November 10, 2005

Bangladesh 3










Bangladesh cheapest source of innerwear

Bangladesh remains the cheapest source of innerwear in the global export market but falls behind its competitors in terms of volume because of infrastructure bottlenecks.

Although low labour costs make Bangladesh the cheapest destination for innerwear production, delays in delivery and import dependency on raw materials has prevented the country from topping the exporters' list in terms of volume, the New Age daily reported Tuesday.

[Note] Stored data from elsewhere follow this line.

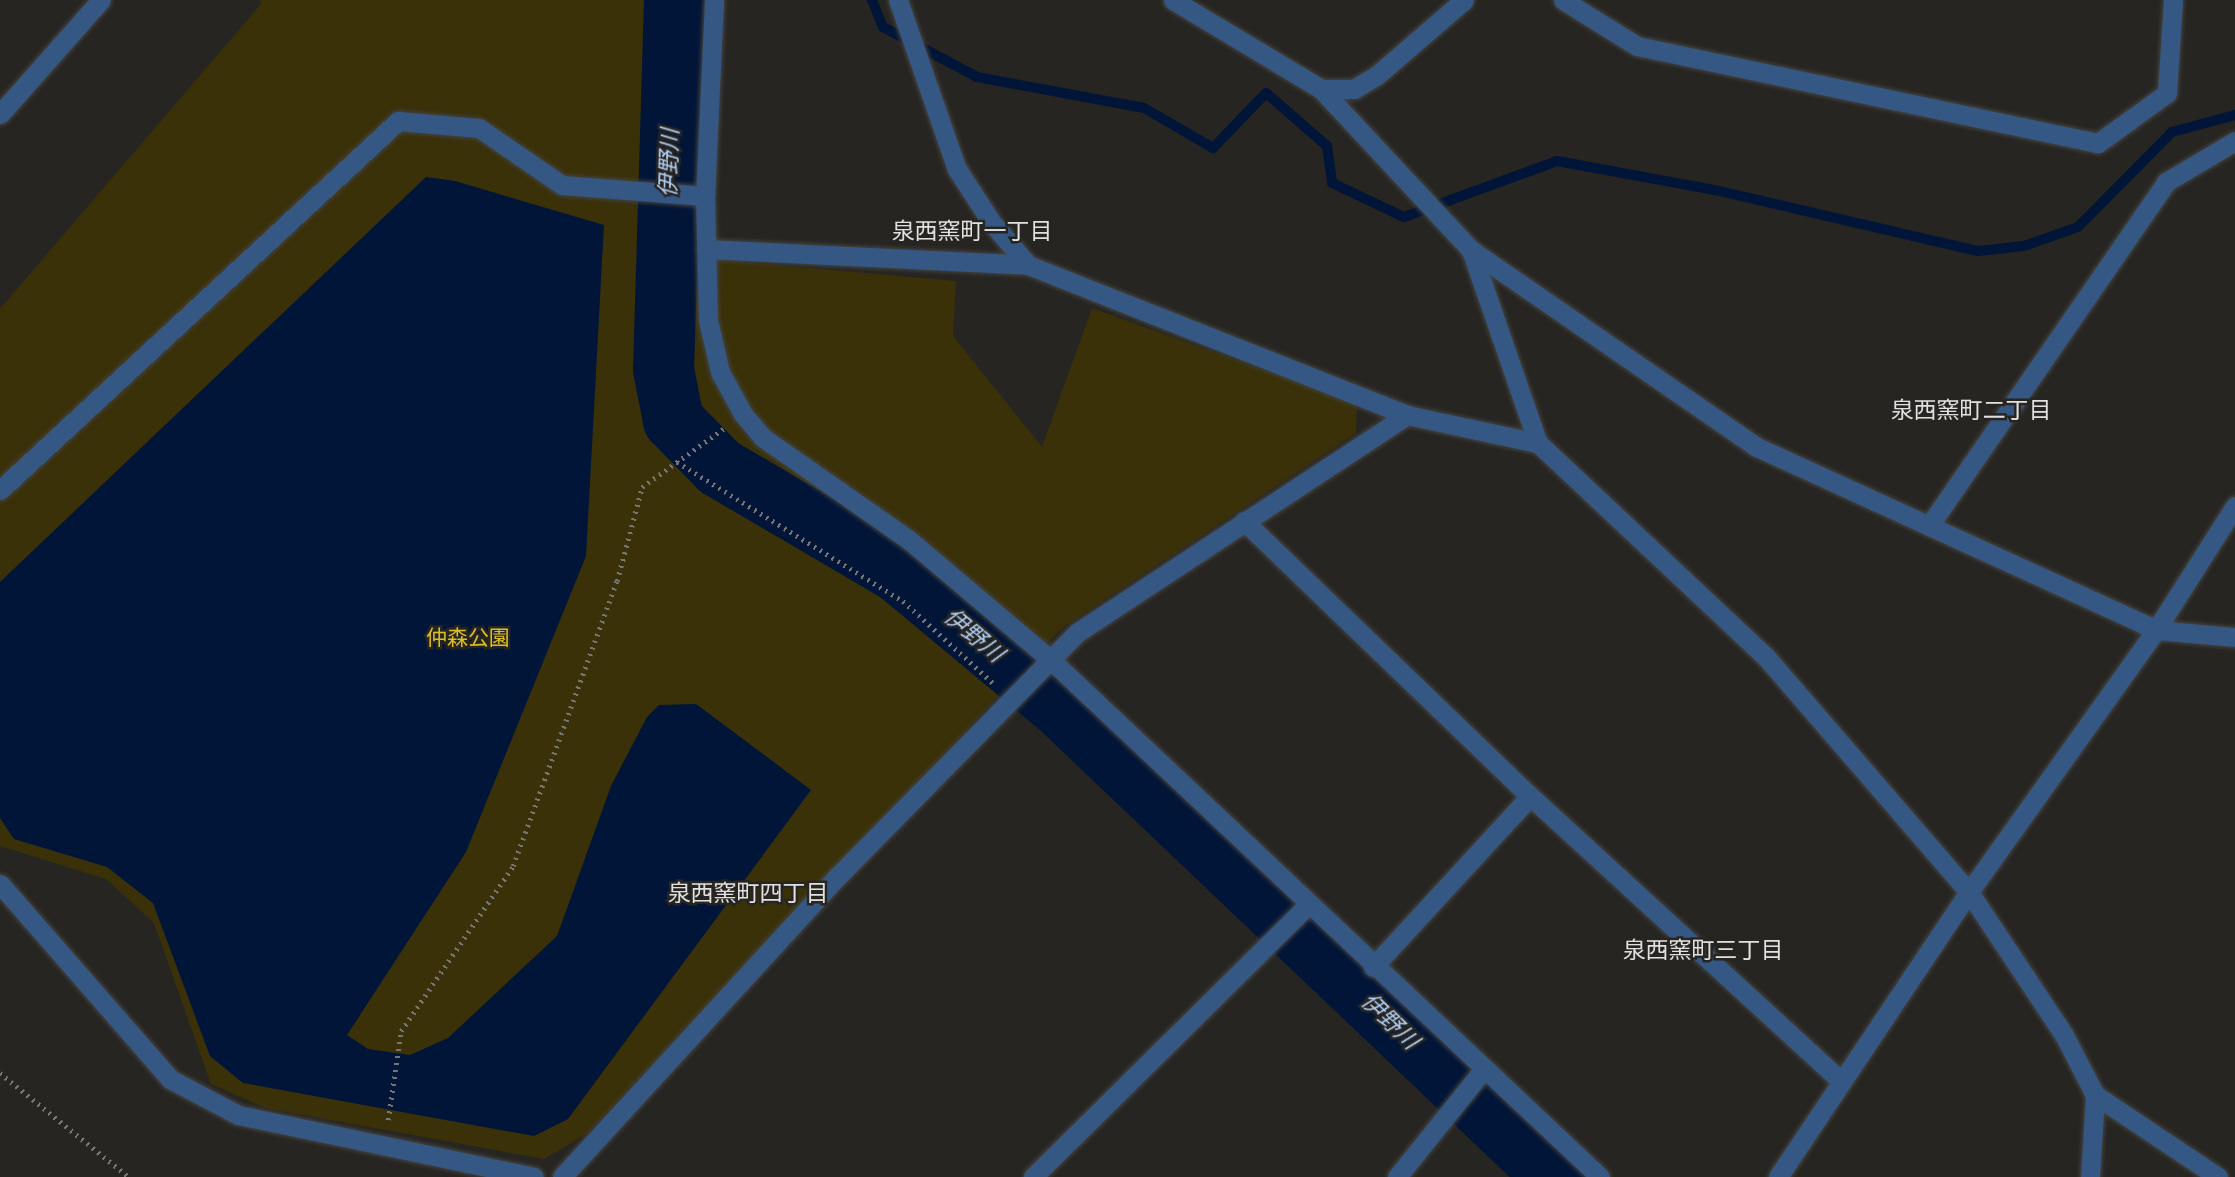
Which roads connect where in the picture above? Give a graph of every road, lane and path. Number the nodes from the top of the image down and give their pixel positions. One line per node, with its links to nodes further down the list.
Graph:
1 (101, 0): 9 (street)
2 (714, 0): 11 (street)
3 (898, 0): 14 (street)
4 (1173, 0): 8 (street)
5 (1464, 0): 8 (street)
6 (1563, 0): 7 (street)
7 (2173, 0)
8 (1321, 89): 13 (street)
9 (0, 114)
10 (2235, 141): 22 (street)
11 (705, 196): 12 (street); 19 (street)
12 (706, 249): 14 (street); 15 (street)
13 (1471, 250): 17 (street); 22 (street)
14 (1028, 265): 16 (street)
15 (743, 414): 18 (path); 25 (street)
16 (1407, 415): 17 (street); 21 (street)
17 (1538, 443): 29 (street)
18 (677, 462): 26 (path); 36 (path)
19 (0, 490)
20 (2235, 506): 23 (street)
21 (1244, 521): 25 (street); 27 (street)
22 (1929, 526): 23 (street)
23 (2156, 630): 24 (street); 29 (street)
24 (2235, 637)
25 (1051, 660): 26 (street); 30 (street)
26 (1011, 700): 39 (street)
27 (1530, 796): 31 (street); 34 (street)
28 (0, 884): 36 (street)
29 (1969, 892): 34 (street); 35 (street)
30 (1308, 905): 31 (street); 40 (street)
31 (1373, 967): 32 (street)
32 (1483, 1070): 41 (street); 42 (street)
33 (0, 1073): 37 (path)
34 (1841, 1081): 43 (street)
35 (2095, 1095): 44 (street); 45 (street)
36 (384, 1146): 38 (street)
37 (128, 1177)
38 (534, 1177)
39 (562, 1177)
40 (1033, 1177)
41 (1397, 1177)
42 (1601, 1177)
43 (1778, 1177)
44 (2090, 1177)
45 (2218, 1177)

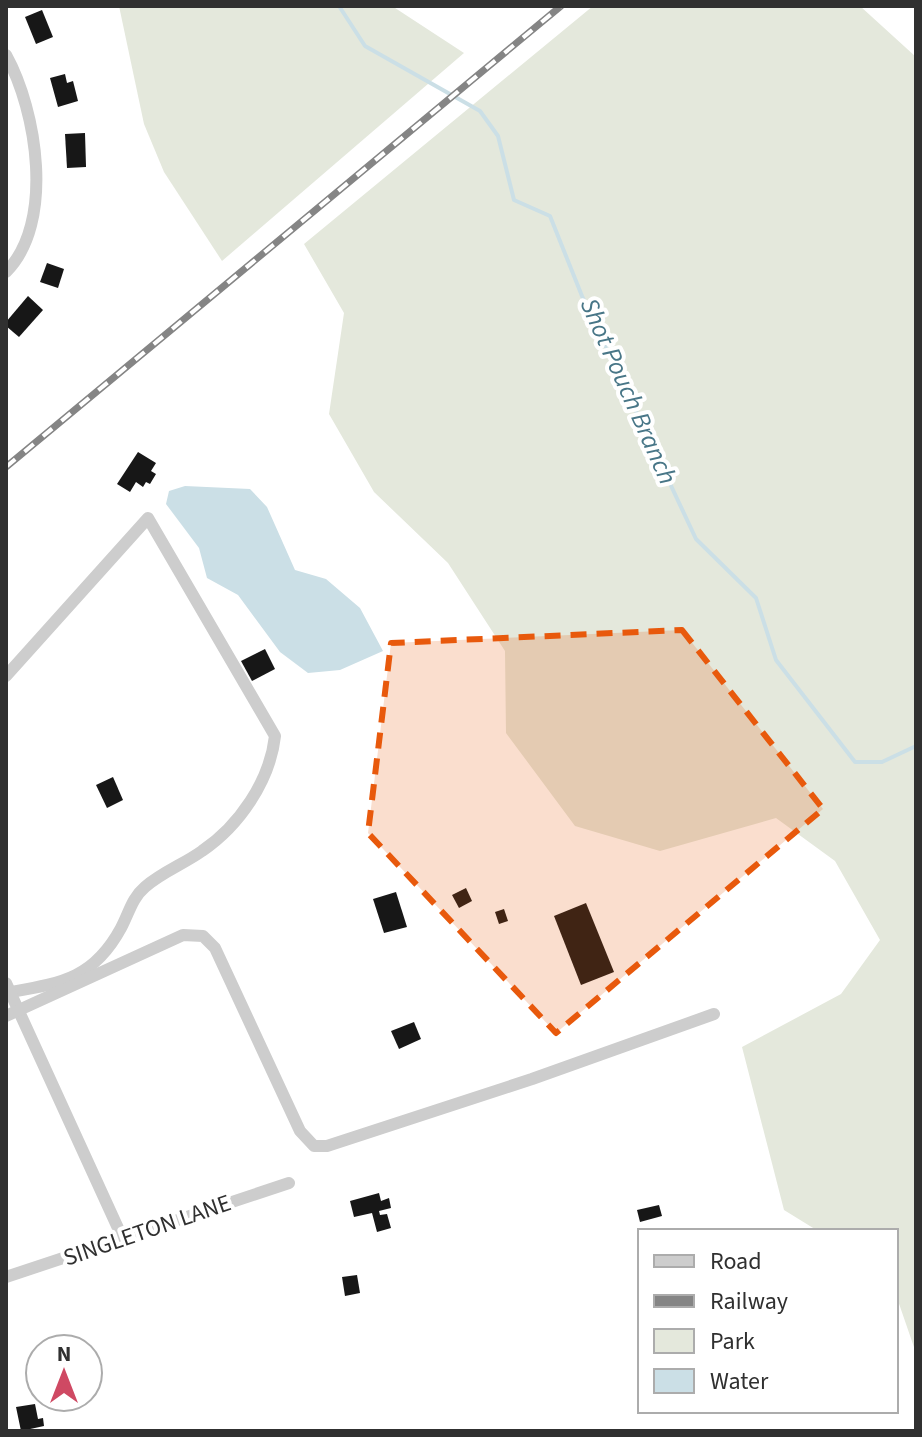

The daily quoted the US Commerce Department report on textiles import released recently. The US report shows Bangladesh ranked fifth among global suppliers even though it sells innerwear at a cheaper 'per dozen' rate than the first four countries on the list.

Even after the global quota system was scrapped earlier this year, Bangladesh exported innerwear at a 'per dozen' rate lower than that of China.

The report shows that during January-September 2005, Bangladeshi exporters shipped more than 9.5 million pieces of cotton innerwear to the US market and shared about 5.53 percent of the market share.

Other Asian competitors - China, Thailand and India - remained behind in the race as they shared 5.36 percent, 4.46 percent and 3.71 percent respectively.

Honduras was the top supplier with 19.42 percent of the market share, El Salvador followed with 17.3 percent of the market share while the Dominican Republic and Costa Rica stood third and fourth.

The four Central American countries accounted for over half of all US innerwear shipments in 2005, although Chinese exports surged until they were finally embargoed in July. Recent trade rules stipulate that Chinese exports will be limited to around 20 million dozen from January 2006.